- **THE PROBLEM**: Go through the data below and return each line where the string "Access" occurs.

Collected data
○ ○ ○ ○
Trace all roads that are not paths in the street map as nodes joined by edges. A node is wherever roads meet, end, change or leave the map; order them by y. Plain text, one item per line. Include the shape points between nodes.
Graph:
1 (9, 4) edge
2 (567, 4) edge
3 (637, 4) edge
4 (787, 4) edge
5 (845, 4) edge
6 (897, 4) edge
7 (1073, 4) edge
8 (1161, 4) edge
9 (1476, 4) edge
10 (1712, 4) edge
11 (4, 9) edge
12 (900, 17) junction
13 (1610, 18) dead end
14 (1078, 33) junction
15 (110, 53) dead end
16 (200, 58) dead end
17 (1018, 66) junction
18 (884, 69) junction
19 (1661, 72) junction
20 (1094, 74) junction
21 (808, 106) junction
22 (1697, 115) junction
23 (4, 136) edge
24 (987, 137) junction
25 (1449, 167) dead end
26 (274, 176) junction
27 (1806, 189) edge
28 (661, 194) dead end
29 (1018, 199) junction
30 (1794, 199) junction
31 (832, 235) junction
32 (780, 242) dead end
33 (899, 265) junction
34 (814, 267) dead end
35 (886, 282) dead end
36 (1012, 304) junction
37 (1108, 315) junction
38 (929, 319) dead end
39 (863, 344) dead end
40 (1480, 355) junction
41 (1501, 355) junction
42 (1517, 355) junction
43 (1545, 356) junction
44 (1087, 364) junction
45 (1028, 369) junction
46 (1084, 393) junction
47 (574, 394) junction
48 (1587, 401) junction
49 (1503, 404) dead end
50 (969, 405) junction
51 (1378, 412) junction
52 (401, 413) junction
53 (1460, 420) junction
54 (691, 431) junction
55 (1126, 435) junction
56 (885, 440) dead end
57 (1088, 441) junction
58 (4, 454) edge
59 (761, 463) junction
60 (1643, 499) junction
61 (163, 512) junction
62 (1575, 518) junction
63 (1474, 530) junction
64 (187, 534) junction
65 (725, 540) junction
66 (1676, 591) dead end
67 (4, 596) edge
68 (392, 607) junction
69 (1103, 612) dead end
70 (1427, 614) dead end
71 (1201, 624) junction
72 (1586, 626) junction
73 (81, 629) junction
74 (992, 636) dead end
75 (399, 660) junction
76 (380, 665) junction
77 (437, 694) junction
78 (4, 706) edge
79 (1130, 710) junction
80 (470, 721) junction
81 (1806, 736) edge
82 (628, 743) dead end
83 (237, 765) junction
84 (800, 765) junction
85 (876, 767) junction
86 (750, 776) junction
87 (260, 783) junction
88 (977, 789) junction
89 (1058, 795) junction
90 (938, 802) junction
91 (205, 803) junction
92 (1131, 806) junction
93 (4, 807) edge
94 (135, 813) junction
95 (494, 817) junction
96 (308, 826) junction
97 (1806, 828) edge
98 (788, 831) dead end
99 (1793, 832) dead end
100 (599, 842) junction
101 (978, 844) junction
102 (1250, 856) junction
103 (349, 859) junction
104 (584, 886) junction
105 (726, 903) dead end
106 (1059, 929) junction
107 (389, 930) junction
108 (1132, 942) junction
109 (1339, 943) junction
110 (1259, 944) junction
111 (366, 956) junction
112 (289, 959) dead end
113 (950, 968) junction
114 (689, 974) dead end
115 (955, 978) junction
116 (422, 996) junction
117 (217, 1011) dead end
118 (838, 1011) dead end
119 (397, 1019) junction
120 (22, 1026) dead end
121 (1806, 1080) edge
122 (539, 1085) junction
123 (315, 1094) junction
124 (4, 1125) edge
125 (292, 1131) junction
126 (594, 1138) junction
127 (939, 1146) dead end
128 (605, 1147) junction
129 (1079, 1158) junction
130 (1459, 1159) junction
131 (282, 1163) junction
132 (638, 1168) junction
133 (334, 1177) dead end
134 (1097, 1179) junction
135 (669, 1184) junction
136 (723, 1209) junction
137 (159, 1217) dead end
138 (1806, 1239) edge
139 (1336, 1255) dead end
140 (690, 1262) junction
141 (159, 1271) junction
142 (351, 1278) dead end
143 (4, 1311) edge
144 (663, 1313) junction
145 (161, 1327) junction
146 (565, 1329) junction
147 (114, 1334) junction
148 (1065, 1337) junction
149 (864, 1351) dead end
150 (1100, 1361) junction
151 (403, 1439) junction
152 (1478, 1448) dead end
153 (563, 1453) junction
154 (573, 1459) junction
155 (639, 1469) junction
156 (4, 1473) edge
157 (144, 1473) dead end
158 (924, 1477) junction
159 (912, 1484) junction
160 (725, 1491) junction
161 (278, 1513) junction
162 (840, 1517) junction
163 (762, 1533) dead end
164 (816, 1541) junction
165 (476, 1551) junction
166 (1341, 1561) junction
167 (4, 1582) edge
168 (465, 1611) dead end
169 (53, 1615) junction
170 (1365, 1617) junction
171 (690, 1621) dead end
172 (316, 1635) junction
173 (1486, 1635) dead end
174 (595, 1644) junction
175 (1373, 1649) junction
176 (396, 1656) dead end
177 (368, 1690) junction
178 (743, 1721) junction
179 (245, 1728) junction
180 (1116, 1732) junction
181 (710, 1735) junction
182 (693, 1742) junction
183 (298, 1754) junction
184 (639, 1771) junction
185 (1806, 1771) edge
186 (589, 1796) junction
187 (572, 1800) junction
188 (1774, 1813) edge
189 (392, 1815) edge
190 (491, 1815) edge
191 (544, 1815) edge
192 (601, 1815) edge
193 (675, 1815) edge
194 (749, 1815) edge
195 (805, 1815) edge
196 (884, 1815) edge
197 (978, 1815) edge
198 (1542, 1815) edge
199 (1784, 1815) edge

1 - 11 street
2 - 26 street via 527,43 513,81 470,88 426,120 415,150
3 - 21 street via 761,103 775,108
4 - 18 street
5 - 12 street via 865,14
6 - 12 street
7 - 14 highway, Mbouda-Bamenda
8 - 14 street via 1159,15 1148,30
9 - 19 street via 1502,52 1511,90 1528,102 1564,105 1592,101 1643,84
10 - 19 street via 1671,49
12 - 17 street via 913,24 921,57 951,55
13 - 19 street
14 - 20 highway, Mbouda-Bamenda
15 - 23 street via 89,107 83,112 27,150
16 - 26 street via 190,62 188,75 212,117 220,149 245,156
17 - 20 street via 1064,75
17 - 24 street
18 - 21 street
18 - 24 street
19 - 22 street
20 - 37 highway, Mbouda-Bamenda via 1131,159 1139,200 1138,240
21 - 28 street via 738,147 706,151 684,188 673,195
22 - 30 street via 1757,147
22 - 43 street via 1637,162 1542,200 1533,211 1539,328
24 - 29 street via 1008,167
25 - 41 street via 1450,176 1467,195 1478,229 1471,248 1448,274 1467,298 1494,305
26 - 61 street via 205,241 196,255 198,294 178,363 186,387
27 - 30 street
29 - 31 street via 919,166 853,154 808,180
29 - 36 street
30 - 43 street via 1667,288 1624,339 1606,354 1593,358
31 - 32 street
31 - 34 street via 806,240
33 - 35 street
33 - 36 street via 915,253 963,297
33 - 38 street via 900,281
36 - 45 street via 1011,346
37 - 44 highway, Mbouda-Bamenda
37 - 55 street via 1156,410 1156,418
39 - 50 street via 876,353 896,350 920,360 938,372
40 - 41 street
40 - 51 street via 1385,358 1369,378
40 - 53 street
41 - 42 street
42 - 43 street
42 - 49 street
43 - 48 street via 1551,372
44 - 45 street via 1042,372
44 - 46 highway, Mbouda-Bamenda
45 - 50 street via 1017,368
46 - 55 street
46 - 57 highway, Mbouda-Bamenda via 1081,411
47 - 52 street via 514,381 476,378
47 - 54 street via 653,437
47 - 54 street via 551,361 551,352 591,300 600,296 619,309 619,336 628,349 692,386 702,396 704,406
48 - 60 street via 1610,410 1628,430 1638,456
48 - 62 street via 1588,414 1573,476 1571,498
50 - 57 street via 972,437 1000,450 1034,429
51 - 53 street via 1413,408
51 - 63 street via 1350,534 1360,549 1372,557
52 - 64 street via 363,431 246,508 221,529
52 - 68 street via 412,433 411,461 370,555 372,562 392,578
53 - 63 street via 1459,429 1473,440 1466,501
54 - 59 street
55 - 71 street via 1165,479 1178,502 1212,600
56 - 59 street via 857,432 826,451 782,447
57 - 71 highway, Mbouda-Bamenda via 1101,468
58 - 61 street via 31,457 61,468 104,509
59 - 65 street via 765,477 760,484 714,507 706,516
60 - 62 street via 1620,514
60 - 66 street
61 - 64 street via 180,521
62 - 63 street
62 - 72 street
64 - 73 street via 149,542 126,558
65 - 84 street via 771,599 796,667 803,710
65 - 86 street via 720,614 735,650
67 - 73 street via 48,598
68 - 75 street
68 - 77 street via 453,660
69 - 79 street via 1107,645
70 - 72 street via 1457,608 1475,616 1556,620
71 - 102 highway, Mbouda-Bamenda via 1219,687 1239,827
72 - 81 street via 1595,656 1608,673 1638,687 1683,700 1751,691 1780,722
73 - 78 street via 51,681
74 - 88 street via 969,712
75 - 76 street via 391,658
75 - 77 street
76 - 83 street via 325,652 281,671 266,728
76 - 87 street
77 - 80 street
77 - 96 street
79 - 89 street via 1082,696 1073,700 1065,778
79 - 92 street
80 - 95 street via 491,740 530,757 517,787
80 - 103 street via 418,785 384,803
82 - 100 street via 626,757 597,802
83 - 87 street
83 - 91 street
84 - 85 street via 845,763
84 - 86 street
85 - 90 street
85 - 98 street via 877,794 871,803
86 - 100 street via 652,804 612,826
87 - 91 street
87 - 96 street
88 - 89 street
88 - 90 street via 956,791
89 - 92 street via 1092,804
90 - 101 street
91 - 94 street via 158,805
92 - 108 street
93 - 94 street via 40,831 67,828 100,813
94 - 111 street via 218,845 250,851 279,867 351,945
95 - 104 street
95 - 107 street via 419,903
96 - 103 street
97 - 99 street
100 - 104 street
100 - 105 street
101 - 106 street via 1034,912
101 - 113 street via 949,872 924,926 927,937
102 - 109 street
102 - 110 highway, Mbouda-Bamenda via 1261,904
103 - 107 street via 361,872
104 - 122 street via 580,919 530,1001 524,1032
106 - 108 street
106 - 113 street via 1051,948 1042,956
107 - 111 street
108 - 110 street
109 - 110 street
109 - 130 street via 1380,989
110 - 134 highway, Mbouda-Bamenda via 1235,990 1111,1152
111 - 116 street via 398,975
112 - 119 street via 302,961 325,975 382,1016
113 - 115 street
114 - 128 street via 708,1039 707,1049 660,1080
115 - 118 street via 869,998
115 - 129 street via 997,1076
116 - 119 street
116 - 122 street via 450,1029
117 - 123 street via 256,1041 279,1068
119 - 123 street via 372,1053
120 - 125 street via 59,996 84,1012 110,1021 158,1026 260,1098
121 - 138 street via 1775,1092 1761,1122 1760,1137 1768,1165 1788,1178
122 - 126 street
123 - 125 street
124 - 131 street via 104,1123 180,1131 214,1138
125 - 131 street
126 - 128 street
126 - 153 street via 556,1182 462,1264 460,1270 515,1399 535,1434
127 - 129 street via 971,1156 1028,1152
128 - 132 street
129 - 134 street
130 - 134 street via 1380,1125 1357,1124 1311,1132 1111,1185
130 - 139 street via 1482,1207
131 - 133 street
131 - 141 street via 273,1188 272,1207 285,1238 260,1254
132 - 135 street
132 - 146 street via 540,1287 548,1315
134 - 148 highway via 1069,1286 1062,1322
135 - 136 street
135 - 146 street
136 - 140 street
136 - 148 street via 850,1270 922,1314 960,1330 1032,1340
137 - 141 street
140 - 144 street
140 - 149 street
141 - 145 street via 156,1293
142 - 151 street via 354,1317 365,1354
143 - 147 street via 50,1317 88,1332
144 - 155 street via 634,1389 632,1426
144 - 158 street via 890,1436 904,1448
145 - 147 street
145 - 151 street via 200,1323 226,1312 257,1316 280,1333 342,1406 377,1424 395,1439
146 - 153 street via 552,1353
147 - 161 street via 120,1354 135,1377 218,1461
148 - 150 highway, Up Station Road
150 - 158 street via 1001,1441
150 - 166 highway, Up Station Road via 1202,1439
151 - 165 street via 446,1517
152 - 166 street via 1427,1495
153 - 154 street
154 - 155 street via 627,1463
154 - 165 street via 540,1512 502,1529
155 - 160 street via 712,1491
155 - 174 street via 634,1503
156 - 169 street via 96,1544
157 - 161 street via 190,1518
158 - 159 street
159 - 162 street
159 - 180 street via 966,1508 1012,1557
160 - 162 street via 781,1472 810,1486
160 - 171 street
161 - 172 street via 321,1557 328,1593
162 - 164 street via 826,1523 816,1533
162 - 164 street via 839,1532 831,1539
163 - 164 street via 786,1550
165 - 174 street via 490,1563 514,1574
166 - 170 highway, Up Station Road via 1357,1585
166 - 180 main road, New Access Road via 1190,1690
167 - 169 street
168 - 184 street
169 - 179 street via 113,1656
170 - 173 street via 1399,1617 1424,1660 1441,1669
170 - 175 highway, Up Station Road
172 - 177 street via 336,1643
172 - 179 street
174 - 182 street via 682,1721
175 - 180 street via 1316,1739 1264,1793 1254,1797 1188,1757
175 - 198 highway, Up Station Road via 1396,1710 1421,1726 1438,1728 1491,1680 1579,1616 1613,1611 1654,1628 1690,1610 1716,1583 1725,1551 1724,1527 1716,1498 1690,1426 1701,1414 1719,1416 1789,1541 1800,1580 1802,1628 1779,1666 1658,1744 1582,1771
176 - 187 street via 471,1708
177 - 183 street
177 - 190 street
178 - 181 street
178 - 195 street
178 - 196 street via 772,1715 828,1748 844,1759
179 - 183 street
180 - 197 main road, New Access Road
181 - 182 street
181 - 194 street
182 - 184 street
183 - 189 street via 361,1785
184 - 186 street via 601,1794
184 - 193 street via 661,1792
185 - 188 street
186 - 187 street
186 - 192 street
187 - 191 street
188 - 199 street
○ ○ ○ ○
- **OUTPUT**:
166 - 180 main road, New Access Road via 1190,1690
180 - 197 main road, New Access Road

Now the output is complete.